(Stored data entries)
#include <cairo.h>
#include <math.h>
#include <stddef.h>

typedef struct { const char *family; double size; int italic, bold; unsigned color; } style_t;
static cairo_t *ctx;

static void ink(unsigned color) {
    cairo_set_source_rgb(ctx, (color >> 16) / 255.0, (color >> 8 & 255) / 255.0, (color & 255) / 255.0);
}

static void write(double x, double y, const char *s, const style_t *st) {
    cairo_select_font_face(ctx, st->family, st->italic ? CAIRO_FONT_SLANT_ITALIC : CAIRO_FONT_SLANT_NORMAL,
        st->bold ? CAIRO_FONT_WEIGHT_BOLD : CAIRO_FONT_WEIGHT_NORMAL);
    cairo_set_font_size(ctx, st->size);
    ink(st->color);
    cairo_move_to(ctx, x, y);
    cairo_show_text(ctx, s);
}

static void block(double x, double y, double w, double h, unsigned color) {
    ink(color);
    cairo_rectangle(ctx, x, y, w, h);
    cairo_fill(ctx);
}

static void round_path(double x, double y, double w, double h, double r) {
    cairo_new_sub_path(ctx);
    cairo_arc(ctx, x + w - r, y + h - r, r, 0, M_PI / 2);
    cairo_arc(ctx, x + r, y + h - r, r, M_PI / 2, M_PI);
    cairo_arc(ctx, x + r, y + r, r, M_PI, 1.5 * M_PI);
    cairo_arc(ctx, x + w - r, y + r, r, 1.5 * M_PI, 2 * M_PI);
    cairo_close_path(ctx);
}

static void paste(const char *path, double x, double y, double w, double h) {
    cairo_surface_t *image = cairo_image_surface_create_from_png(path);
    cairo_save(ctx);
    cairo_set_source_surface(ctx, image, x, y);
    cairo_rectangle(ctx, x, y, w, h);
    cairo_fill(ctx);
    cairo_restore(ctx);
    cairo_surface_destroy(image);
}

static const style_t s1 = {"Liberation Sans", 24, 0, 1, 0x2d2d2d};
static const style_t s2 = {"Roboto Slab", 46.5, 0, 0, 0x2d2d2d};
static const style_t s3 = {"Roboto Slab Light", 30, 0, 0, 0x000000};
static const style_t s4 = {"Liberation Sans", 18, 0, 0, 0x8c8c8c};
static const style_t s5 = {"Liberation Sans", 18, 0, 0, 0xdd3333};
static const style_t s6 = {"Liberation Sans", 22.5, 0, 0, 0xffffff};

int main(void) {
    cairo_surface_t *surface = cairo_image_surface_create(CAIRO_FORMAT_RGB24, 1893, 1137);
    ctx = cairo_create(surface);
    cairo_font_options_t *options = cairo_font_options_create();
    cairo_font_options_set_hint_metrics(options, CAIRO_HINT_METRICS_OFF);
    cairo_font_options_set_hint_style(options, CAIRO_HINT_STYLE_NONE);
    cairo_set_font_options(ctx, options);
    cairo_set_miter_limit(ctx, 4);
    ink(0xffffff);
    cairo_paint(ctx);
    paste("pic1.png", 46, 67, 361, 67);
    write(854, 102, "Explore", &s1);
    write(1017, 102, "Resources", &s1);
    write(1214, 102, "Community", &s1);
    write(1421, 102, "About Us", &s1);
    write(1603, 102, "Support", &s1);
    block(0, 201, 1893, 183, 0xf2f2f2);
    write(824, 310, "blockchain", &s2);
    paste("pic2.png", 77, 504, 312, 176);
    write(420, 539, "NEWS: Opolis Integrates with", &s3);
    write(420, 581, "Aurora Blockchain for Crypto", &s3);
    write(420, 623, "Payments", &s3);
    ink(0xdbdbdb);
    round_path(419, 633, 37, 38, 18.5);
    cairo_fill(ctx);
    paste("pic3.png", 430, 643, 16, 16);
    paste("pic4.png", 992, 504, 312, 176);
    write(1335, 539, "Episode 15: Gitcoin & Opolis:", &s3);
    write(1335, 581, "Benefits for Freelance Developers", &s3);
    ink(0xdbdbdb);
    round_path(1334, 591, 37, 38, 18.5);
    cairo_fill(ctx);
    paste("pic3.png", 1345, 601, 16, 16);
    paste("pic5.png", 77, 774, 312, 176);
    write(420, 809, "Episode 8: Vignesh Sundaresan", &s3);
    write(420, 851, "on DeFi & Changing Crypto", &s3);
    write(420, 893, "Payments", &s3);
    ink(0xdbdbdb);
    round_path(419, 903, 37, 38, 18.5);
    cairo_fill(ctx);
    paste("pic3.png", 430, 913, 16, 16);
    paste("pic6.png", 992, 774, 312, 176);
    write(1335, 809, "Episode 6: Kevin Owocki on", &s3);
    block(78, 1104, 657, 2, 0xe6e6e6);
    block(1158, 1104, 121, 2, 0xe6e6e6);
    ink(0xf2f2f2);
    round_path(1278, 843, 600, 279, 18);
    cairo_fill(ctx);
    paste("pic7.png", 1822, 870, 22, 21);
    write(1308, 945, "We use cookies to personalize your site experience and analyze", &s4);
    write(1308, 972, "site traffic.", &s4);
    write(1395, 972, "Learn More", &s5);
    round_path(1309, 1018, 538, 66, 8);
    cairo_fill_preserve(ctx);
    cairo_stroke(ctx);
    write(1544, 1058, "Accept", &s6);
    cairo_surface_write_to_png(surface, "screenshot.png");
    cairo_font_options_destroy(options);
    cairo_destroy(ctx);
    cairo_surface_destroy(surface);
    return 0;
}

▶ [Exercise]:
Pick out each line above that includes "bold" and show it.

▶ [Response box]:
typedef struct { const char *family; double size; int italic, bold; unsigned color; } style_t;
        st->bold ? CAIRO_FONT_WEIGHT_BOLD : CAIRO_FONT_WEIGHT_NORMAL);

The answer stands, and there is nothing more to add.